Regulatory markings for a retail car park

Photoluminescent floor signage in a car park — arrows and EXIT markings glowing in the dark

The context

Retail car parks combine three requirements: user safety, flow legibility (pedestrians, vehicles, trolleys), and compliance with horizontal marking regulations. Traditionally, these car parks are fitted with LED lighting — poles, candelabras, projectors — complemented by road paint.

Over time, two types of wear accumulate: LEDs lose intensity and require gradual source replacement; floor paint fades under vehicle traffic and cleaning. Operating costs rise, legibility drops.

The retail chain chose to partially replace this lighting with luciolles luminescent marking, aiming to reduce consumption and improve marking durability.

Our solution

luciolles marking covers the entire regulatory marking of the car park: parking bays, circulation lanes, pedestrian crossings, accessible spaces, trolley collection areas. Photoluminescent paint replaces standard road paint, and luminescent gravel is integrated in the most strategic zones.

The marking fully complies with commercial car park usage rules: stripe widths, regulatory daytime contrast, accessible signage, flow colours. By day, the luminescent marking is indistinguishable from premium road paint. By night, the entire layout appears as soft light on a dark background.

Installation took place during night-time operation, zone by zone, without fully closing the car park. The product hardens in a few hours and supports traffic the following morning.

The observed results

Regulatory compliance is maintained under all ambient lighting conditions: daytime contrast remains legible, night-time luminescence ensures marking visibility even in case of partial failure of supplementary lighting.
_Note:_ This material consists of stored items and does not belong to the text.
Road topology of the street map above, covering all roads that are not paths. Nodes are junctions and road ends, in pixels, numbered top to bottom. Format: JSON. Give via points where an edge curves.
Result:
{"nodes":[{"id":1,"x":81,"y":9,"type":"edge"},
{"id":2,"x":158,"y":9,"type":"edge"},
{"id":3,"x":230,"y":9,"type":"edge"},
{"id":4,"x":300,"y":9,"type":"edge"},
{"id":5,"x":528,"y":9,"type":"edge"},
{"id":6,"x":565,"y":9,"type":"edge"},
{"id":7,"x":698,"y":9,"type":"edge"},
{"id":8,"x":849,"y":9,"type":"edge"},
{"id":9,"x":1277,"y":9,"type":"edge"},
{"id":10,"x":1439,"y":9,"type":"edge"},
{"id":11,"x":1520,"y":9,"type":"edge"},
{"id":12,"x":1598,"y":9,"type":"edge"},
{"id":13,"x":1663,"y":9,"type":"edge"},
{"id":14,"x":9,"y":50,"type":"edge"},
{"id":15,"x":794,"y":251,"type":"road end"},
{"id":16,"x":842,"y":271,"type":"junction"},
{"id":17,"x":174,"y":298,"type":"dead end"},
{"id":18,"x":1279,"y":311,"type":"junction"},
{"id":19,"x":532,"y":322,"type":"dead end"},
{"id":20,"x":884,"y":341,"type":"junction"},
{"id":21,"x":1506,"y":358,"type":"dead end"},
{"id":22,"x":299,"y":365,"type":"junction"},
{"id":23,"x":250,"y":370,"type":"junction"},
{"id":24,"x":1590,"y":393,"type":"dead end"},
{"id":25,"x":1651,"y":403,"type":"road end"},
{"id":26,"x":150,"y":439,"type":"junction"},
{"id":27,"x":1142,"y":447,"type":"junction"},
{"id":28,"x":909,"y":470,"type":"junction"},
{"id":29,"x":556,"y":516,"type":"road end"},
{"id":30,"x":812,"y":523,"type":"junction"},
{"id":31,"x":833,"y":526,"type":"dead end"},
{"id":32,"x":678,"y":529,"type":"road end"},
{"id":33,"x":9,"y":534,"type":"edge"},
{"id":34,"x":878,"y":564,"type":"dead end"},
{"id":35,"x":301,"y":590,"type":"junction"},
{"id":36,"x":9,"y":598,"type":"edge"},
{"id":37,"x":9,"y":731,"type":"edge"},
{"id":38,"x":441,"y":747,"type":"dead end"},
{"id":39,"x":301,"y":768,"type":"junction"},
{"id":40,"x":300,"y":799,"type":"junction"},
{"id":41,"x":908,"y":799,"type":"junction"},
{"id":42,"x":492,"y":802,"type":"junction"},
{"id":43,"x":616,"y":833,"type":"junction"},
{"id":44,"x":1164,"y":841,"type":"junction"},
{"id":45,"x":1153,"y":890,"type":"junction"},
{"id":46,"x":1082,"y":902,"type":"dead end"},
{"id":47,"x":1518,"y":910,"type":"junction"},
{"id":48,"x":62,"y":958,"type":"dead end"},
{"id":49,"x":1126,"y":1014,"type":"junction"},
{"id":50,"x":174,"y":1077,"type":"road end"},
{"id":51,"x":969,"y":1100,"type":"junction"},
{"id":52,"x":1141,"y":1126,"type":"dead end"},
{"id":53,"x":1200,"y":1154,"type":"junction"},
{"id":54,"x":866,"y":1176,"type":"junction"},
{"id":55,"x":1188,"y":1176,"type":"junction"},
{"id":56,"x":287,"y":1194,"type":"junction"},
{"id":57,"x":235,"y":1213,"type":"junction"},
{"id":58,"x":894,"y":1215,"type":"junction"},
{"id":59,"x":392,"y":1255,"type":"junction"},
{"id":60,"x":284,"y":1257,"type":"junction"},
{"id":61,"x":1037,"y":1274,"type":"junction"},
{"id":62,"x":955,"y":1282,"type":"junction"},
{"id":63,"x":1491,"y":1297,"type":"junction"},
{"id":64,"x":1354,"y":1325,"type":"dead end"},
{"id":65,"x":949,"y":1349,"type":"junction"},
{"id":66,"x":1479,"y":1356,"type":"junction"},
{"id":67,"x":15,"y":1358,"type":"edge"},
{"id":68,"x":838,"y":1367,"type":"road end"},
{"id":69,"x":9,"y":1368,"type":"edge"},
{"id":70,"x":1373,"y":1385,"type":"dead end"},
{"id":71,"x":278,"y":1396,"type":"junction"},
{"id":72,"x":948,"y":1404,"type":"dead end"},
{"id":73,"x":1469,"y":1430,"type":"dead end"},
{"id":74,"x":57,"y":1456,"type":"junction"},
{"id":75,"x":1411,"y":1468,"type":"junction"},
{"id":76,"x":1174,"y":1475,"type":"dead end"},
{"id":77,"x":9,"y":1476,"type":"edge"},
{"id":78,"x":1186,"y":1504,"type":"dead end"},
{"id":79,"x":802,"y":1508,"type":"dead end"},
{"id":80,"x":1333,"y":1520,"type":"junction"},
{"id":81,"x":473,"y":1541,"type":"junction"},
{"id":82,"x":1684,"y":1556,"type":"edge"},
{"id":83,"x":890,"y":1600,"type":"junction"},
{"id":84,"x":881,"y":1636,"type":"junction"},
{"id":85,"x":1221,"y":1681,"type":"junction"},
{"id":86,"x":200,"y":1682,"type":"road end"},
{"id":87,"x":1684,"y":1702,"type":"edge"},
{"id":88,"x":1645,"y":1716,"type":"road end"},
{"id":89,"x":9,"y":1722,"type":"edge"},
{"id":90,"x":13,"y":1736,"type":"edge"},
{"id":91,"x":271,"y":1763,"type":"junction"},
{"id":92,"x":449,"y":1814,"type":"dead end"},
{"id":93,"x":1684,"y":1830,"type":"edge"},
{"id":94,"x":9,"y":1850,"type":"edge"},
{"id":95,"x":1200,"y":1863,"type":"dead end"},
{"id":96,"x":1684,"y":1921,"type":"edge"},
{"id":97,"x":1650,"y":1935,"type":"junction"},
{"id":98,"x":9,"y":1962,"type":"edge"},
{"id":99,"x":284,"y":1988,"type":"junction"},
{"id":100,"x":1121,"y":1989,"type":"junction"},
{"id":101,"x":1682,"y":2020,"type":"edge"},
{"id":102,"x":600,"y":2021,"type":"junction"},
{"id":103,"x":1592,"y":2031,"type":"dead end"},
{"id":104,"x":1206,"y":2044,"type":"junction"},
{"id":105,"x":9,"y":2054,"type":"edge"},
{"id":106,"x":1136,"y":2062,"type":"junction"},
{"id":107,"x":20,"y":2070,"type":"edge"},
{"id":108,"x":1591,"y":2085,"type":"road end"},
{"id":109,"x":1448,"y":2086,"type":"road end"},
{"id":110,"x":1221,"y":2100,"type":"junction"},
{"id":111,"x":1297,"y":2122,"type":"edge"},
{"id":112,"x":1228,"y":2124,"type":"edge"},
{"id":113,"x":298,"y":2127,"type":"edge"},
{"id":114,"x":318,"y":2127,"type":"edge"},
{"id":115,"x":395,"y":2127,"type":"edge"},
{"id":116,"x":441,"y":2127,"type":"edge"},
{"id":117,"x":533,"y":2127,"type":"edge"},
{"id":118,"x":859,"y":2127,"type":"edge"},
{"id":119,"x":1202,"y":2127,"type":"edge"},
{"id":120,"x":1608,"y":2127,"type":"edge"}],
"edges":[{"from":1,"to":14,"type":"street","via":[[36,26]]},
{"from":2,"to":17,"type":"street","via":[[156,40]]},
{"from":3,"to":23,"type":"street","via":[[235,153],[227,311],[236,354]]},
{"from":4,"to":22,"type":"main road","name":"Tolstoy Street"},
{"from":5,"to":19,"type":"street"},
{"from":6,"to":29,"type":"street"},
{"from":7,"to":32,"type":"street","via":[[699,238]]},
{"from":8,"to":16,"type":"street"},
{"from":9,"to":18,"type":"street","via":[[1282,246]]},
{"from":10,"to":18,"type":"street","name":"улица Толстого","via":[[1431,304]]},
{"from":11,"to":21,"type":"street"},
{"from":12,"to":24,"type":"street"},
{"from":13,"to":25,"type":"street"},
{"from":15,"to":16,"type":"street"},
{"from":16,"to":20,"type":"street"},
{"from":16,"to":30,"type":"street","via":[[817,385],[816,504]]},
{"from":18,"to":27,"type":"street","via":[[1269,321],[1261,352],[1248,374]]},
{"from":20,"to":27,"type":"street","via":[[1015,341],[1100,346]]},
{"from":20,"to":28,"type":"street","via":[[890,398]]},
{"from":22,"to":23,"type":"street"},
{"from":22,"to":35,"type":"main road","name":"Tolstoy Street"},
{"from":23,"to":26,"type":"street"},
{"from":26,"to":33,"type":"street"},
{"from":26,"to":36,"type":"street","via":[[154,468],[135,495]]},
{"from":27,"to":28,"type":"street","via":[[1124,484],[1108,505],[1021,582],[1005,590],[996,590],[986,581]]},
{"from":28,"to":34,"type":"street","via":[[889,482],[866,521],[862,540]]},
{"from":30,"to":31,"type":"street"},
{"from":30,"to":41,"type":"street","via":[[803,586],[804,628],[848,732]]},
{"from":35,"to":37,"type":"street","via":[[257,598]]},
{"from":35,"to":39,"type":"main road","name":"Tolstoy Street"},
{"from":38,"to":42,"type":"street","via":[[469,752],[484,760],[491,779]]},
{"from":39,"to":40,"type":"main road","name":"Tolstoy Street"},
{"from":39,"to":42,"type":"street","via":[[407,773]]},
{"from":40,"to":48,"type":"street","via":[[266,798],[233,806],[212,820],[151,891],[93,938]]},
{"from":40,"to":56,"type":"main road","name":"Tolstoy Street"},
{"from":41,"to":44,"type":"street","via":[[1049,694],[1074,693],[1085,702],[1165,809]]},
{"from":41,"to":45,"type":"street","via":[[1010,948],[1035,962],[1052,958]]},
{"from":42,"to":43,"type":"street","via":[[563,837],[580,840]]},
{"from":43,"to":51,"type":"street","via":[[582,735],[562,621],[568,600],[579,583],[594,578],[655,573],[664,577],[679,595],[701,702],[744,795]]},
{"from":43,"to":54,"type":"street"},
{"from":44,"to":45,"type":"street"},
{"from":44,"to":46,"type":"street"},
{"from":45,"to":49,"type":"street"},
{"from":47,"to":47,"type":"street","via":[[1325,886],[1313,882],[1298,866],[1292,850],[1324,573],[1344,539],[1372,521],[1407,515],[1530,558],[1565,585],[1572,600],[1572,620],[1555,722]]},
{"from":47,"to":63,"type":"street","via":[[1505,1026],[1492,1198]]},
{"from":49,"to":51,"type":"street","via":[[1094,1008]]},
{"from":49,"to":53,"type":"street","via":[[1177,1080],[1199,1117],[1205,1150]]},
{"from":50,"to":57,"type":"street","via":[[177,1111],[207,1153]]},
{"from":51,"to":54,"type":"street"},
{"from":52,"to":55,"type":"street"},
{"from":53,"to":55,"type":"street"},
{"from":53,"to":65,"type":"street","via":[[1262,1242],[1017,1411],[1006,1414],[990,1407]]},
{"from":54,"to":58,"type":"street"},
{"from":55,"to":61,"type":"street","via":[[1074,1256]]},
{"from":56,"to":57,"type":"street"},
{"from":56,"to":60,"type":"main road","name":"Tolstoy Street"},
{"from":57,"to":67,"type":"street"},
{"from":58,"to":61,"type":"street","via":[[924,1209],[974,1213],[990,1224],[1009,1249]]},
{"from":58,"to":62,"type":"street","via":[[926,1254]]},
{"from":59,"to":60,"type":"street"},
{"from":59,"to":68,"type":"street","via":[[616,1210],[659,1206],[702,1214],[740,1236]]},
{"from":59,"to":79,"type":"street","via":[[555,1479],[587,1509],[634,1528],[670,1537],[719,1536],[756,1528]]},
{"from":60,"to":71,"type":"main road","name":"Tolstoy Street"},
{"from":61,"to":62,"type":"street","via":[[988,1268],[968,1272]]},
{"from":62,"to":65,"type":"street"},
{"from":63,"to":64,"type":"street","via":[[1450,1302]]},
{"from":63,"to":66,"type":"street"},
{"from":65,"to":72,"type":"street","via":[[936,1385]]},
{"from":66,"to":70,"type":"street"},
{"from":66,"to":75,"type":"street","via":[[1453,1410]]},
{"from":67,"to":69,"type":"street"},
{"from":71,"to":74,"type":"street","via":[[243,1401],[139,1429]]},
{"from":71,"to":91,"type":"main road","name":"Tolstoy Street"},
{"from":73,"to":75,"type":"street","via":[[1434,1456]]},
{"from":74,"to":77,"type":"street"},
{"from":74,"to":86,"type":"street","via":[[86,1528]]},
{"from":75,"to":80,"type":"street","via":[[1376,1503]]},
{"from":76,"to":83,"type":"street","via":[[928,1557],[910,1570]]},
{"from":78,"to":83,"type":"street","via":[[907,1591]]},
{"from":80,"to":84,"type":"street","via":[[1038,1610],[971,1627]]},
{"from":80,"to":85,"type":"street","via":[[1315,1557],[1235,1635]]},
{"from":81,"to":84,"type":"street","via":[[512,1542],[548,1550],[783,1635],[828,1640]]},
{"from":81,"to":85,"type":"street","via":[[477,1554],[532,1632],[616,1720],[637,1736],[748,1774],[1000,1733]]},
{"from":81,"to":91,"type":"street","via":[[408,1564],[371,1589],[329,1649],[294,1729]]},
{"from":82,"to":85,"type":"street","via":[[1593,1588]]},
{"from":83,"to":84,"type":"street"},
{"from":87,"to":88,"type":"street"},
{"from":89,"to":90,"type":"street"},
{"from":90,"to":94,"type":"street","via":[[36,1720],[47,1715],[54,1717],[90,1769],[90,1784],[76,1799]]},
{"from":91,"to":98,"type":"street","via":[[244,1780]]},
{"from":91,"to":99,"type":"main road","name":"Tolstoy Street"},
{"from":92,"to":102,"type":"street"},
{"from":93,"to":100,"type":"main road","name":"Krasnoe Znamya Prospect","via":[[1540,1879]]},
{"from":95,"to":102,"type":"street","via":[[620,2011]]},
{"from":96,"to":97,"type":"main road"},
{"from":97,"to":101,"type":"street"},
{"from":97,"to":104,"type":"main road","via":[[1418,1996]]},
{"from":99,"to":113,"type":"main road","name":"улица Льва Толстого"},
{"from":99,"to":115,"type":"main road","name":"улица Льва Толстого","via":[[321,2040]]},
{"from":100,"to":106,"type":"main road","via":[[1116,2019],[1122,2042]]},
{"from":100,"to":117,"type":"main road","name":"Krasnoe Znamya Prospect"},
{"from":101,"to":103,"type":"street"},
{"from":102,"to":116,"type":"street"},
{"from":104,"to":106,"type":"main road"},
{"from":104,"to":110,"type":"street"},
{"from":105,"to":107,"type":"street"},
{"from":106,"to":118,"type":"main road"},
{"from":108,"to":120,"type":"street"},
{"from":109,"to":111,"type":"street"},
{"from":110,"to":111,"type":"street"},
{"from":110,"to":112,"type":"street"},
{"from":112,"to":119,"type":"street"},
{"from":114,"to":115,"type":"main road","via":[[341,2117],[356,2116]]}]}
Operationally, the chain reduces its LED point density: where the marking ensures trajectory legibility, ambient lighting can be dimmed. Consumption decreases, so does source maintenance.

Floor marking durability increases. Luminescent gravels resist wheel wear better than standard paints, and the light they emit does not fade with visual wear — it comes from the matter, not from a surface.

For a retail chain, the equation is economic as much as experiential. The car park remains legible by all, day and night, with less energy consumed and less maintenance to schedule. For customers, night-time arrival gains visual clarity without any light aggression.